**Extracted records**:
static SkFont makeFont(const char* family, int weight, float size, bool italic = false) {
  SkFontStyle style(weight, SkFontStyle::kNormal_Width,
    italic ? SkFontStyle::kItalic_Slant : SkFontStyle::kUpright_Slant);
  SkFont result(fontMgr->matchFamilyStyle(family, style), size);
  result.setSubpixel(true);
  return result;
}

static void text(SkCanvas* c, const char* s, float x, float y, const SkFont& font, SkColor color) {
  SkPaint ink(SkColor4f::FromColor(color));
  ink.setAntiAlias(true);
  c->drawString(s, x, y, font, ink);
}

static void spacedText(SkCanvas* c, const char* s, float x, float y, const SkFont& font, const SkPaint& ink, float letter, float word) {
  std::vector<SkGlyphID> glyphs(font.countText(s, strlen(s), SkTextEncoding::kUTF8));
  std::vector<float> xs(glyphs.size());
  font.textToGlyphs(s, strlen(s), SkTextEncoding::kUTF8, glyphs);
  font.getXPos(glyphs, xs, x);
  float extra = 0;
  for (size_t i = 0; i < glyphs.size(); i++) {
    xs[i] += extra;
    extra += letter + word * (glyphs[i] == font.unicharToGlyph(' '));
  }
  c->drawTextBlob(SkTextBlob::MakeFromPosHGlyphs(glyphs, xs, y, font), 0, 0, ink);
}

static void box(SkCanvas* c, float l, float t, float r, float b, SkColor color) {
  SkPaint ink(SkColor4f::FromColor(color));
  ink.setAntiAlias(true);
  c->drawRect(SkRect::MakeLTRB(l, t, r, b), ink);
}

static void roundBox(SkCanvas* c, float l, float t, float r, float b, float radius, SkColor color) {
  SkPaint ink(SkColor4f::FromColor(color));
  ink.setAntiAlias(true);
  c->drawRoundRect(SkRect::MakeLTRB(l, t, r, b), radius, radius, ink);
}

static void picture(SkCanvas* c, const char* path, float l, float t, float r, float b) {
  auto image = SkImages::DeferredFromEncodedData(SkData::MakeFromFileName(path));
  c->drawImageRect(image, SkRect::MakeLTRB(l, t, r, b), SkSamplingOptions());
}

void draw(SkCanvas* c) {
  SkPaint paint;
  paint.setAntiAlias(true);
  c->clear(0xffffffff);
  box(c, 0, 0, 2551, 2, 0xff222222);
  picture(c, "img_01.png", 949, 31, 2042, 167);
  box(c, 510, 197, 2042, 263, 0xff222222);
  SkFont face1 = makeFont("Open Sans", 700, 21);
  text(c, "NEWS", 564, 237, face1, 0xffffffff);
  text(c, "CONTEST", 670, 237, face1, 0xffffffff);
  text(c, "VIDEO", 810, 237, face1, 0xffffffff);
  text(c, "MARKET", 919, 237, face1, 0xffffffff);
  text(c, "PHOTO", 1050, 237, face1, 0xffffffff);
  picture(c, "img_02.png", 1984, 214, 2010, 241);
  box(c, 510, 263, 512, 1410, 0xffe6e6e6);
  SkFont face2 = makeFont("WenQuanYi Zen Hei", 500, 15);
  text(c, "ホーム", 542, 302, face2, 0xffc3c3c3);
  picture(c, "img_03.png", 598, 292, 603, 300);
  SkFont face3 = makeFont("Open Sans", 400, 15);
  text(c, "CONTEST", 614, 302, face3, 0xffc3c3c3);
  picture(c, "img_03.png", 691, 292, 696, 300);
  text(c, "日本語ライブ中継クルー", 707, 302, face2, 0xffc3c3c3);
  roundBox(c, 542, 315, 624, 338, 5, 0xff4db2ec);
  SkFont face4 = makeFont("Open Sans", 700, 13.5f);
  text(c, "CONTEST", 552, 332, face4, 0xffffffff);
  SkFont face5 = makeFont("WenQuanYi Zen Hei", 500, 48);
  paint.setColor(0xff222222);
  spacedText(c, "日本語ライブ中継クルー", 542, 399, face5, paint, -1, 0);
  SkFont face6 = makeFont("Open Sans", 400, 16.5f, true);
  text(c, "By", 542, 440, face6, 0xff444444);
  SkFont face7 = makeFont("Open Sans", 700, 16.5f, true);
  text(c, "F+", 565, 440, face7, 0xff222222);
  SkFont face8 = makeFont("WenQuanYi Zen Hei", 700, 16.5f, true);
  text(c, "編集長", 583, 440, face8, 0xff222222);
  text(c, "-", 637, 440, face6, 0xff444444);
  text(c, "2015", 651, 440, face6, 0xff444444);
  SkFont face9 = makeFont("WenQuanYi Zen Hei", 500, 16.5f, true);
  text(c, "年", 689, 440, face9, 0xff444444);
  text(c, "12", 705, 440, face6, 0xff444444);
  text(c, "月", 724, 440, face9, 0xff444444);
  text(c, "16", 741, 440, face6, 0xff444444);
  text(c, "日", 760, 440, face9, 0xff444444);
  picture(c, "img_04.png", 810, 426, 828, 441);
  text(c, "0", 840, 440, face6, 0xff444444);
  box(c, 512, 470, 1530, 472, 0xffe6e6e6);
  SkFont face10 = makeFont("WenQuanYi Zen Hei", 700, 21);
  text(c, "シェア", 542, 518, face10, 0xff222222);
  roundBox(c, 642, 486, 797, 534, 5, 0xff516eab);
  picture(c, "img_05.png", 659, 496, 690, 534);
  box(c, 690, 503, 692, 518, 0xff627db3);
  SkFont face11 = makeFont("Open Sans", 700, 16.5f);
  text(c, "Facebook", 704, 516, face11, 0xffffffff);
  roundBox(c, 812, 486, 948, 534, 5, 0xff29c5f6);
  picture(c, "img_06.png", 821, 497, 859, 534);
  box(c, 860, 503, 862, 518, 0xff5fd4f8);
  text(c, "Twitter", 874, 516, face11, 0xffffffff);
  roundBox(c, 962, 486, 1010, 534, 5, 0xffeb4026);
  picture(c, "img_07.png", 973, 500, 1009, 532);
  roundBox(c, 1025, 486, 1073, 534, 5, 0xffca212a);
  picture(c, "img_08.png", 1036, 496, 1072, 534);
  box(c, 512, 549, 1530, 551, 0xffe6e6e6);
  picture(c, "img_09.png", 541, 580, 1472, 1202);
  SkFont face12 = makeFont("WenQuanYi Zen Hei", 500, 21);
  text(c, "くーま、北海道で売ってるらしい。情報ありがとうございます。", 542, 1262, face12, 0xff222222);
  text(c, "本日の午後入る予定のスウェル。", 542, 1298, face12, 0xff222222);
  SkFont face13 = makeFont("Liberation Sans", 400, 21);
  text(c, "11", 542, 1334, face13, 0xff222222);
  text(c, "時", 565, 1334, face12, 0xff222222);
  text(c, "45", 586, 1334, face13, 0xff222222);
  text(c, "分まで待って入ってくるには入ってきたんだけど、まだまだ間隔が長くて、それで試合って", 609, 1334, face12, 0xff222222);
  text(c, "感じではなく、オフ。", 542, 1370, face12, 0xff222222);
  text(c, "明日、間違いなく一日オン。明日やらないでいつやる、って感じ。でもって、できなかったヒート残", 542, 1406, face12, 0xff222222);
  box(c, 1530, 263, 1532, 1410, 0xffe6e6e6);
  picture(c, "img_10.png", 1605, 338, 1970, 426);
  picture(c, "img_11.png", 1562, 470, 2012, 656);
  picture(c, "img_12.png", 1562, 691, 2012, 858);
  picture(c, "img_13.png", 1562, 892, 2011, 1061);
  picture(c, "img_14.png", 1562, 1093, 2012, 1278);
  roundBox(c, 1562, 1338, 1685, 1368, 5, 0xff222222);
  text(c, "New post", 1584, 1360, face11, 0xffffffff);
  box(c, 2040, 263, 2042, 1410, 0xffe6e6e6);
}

==

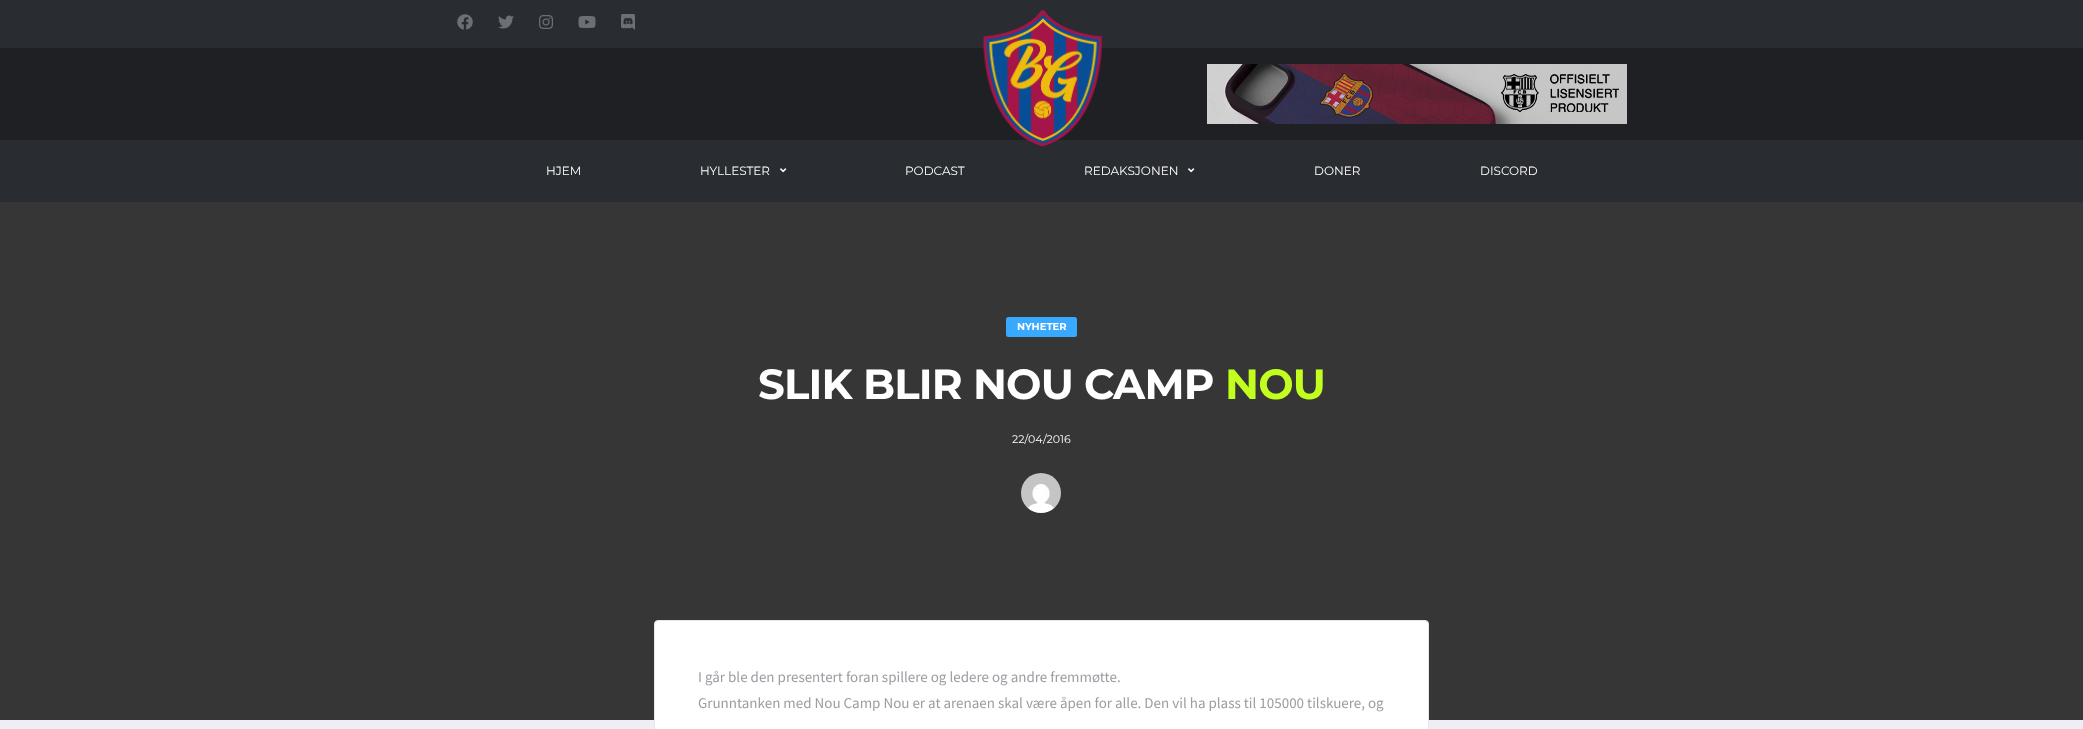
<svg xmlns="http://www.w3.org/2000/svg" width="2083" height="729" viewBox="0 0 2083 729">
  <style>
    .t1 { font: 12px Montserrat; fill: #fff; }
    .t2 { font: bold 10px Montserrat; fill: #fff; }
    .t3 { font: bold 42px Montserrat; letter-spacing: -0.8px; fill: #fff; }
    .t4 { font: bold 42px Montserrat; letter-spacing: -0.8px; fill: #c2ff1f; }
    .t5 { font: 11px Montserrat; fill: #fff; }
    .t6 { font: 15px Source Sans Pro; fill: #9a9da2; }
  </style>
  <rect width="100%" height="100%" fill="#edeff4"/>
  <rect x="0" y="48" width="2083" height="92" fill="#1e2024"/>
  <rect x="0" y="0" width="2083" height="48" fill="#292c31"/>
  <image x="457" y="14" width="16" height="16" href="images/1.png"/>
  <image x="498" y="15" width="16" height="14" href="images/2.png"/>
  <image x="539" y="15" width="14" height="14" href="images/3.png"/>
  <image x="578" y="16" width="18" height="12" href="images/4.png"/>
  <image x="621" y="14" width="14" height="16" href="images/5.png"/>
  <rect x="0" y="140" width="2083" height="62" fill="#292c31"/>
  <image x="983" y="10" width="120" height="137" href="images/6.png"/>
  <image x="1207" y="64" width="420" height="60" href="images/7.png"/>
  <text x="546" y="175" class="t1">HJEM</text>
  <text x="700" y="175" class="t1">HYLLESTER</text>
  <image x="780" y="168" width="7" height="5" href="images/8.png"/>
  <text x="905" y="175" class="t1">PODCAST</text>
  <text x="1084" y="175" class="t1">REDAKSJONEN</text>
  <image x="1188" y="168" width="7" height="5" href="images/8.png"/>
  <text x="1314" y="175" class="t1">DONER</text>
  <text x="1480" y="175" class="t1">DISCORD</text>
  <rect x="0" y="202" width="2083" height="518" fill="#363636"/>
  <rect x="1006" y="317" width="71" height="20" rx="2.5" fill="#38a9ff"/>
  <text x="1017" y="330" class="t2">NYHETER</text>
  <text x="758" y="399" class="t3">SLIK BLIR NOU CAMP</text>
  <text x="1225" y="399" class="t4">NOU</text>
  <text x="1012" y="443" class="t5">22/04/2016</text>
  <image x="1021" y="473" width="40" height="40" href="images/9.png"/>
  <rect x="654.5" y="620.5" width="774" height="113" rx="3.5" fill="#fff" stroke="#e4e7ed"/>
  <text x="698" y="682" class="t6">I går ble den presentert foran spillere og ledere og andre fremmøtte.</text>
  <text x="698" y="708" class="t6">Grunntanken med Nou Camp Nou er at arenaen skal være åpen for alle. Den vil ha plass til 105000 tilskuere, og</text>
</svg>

**Activity**: Every line above with the string "strlen" in it needs to be copied.

**Result below**:
  std::vector<SkGlyphID> glyphs(font.countText(s, strlen(s), SkTextEncoding::kUTF8));
  font.textToGlyphs(s, strlen(s), SkTextEncoding::kUTF8, glyphs);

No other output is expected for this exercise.